Up roughly eight percent over the last week, the index is moving further away from the most recent nadir hit earlier this month amid concerns that increased joblessness would stymie an economic recovery. On Monday, it also crossed through a key threshold, one that opens up the road to 1,060 by the end of the year, a forecast that Goldman Sachs analysts laid out in a research report Monday.

The level was 950. While this may seem just like another round number, 950 represented a threshold that when breached signals a significant turning point for the better in the stock market.

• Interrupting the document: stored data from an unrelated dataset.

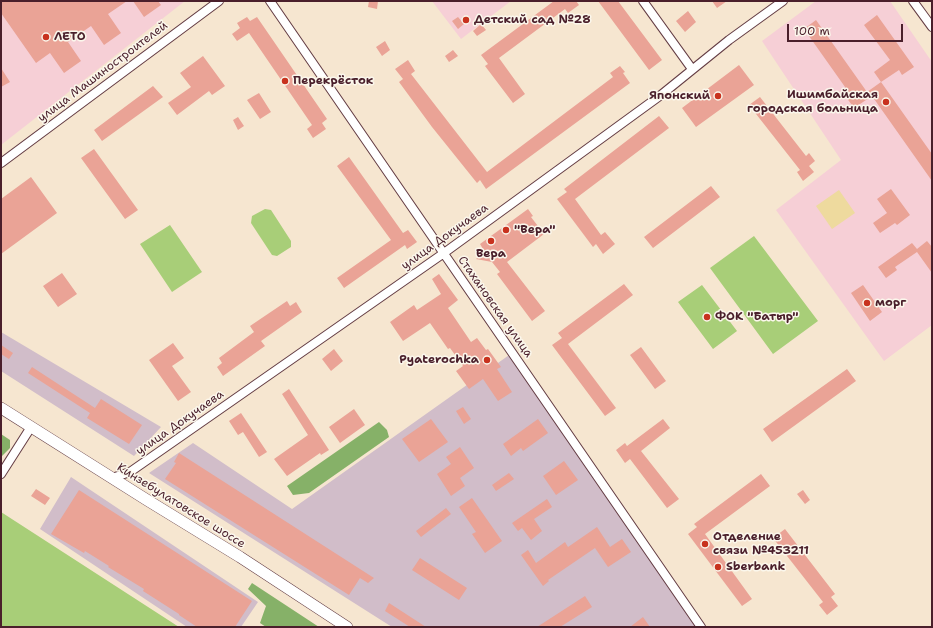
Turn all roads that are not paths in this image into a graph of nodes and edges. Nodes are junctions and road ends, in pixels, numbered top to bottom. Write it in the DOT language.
graph roads {
  1 [pos="219,1"];
  2 [pos="270,1"];
  3 [pos="643,1"];
  4 [pos="783,1"];
  5 [pos="913,1"];
  6 [pos="932,27"];
  7 [pos="692,69"];
  8 [pos="1,163"];
  9 [pos="444,253"];
  10 [pos="1,408"];
  11 [pos="31,427"];
  12 [pos="1,474"];
  13 [pos="112,478"];
  14 [pos="347,627"];
  15 [pos="701,627"];
  1 -- 8 [label="street, улица Машиностроителей"];
  2 -- 9 [label="street, Стахановская улица"];
  3 -- 7 [label="street"];
  4 -- 7 [label="street, улица Докучаева"];
  5 -- 6 [label="street"];
  7 -- 9 [label="street, улица Докучаева"];
  9 -- 13 [label="street, улица Докучаева"];
  9 -- 15 [label="street, Стахановская улица"];
  10 -- 11 [label="main road, Кинзебулатовское шоссе"];
  11 -- 12 [label="street"];
  11 -- 13 [label="main road, Кинзебулатовское шоссе"];
  13 -- 14 [label="main road, Кинзебулатовское шоссе"];
}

And it’s about time. The index’s sashaying between 850 and 940 for months made for a frustrating dance between bulls and bears who both wanted to take the lead on the market’s direction.

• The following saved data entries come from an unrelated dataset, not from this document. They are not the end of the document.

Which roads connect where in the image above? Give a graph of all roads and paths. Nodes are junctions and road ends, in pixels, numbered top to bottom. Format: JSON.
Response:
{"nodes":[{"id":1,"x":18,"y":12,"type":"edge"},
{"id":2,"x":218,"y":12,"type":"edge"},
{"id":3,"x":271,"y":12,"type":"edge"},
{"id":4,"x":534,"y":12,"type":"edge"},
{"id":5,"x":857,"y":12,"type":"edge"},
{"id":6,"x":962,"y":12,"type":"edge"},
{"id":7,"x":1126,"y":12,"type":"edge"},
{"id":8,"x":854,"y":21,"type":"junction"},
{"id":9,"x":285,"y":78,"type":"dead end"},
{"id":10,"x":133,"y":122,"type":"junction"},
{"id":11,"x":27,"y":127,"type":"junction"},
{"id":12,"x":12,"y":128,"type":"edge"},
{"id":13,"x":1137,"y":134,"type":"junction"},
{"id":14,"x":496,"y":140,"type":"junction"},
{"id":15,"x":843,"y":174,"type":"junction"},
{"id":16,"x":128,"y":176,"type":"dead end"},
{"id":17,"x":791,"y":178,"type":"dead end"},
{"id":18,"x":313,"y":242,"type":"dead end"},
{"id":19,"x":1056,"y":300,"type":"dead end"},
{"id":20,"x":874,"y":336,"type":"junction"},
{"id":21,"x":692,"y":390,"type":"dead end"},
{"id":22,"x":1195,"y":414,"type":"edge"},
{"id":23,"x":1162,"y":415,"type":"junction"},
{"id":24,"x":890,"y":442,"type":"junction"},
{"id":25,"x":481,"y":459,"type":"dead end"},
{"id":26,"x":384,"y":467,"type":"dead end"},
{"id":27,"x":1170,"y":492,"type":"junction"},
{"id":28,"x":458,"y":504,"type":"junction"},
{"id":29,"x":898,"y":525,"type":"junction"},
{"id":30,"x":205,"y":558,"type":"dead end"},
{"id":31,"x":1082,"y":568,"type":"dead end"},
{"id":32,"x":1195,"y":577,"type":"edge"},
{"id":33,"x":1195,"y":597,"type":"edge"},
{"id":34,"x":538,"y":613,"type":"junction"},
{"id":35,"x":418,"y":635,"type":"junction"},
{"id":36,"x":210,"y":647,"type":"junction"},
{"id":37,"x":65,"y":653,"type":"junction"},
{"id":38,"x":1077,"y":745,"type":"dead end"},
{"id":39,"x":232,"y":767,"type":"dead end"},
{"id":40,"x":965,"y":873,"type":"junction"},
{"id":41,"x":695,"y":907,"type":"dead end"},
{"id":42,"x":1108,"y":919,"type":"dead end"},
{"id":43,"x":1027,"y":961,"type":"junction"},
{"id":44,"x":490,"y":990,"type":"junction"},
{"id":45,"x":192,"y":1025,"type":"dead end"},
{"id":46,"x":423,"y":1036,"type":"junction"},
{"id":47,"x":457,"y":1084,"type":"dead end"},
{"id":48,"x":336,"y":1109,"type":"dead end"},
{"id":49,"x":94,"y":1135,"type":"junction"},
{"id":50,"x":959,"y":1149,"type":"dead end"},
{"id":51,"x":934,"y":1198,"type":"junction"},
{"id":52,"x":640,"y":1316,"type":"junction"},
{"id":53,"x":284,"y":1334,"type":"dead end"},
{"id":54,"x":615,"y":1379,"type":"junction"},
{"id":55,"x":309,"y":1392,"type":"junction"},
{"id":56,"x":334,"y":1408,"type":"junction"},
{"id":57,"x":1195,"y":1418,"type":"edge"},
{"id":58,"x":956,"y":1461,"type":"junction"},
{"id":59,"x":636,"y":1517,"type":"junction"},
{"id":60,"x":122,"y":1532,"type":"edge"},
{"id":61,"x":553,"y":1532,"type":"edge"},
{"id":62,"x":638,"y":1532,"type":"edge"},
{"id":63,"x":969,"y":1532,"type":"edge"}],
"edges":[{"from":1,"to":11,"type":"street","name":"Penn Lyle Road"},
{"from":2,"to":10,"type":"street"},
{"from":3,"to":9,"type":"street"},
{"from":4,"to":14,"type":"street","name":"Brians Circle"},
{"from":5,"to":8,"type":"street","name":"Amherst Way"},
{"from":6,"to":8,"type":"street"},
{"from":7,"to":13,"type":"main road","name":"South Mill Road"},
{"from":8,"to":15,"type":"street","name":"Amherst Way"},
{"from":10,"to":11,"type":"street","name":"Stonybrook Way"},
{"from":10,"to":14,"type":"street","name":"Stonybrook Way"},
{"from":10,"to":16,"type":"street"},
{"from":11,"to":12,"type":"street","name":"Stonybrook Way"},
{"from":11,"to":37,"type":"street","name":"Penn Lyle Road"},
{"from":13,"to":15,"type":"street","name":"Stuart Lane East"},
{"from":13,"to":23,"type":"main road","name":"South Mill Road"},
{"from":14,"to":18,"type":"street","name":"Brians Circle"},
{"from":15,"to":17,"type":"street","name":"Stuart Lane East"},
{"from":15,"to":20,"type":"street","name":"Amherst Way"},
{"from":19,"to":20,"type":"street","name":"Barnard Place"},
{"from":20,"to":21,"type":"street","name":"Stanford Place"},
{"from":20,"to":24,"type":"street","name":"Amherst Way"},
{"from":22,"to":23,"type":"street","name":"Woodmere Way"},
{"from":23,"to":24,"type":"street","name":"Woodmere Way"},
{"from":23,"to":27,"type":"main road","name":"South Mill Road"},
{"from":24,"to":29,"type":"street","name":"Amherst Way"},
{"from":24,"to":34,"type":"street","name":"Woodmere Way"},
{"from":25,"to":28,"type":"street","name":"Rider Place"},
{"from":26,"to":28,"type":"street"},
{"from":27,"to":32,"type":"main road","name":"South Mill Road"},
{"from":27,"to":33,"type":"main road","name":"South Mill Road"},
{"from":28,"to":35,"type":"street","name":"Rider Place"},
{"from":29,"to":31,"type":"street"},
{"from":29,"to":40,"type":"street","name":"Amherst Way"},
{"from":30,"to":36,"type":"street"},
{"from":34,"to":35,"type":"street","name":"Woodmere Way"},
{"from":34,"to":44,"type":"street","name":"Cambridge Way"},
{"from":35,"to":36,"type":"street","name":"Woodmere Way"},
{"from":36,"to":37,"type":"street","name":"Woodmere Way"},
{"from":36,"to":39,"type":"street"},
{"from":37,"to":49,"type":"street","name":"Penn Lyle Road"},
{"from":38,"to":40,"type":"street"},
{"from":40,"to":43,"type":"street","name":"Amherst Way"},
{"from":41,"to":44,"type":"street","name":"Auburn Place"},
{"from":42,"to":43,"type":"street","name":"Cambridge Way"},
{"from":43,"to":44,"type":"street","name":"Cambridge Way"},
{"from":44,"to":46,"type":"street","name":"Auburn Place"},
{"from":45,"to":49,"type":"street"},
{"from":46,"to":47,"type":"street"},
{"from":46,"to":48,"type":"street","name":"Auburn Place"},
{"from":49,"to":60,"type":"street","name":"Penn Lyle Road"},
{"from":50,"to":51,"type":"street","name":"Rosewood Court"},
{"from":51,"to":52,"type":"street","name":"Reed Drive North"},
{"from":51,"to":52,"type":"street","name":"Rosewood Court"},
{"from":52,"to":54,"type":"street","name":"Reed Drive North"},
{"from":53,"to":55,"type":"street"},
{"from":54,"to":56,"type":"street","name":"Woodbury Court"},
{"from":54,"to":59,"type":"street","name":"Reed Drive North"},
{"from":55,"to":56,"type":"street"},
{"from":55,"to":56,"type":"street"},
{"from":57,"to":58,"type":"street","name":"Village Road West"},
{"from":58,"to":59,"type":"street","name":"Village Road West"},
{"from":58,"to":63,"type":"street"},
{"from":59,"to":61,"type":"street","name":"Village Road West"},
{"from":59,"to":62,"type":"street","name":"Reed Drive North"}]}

Surpassing 950 hasn’t been easy. There was one serious attempt in early June, but the S&P hadn’t closed north of that threshold since early November. And even on Monday, it took several attempts until the index finally broke through in late trading to close just a hair above 950.

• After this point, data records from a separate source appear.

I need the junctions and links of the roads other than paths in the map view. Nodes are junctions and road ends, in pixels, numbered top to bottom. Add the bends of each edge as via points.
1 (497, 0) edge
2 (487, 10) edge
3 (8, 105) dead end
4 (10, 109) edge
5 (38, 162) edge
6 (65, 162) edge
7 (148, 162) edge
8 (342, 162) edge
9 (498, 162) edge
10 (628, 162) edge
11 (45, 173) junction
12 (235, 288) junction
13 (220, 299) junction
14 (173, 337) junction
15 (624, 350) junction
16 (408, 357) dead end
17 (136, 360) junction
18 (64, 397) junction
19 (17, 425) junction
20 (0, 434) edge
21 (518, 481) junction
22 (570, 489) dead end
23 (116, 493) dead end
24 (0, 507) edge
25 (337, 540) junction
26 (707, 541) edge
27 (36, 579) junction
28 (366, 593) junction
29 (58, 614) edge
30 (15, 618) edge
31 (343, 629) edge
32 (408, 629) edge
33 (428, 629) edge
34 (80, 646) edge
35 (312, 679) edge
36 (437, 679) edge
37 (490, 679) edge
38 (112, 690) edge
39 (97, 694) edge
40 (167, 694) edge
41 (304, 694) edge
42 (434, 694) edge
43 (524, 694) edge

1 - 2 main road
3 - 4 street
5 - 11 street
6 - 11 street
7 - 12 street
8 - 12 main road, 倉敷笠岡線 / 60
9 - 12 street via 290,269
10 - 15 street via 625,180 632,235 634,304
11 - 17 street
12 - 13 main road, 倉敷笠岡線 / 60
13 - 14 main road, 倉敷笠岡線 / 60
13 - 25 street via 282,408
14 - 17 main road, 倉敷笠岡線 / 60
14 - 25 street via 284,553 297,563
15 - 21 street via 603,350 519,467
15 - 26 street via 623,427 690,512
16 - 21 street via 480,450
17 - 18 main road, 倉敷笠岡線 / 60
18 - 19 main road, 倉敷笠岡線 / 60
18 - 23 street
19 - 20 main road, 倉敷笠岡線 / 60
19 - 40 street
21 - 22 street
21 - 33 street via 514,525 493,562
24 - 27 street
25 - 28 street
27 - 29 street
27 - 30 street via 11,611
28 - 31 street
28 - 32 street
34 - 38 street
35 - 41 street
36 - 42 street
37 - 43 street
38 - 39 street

Earnings from the likes of Morgan Stanley, Wells Fargo
and Ford Motor Co due out this week, however, could add to the momentum, especially if they outshine expectations like corporate earnings did last week.

According to Thomson Reuters data, of the 55 companies that reported, 71 percent exceeded analyst expectations, up substantially from 61 percent seen in typical quarters since 1994. They’re also beating them by a wide margin. The surprise factor is 11.2 percent above expectations versus the 1.7 percent long-term average.

Though a piece of lackluster economic data could easily push the market south again, a decisive break above 950 signals this rally is the real thing and 1060 isn’t that much further down the road.
(Editing by Martin Langfield)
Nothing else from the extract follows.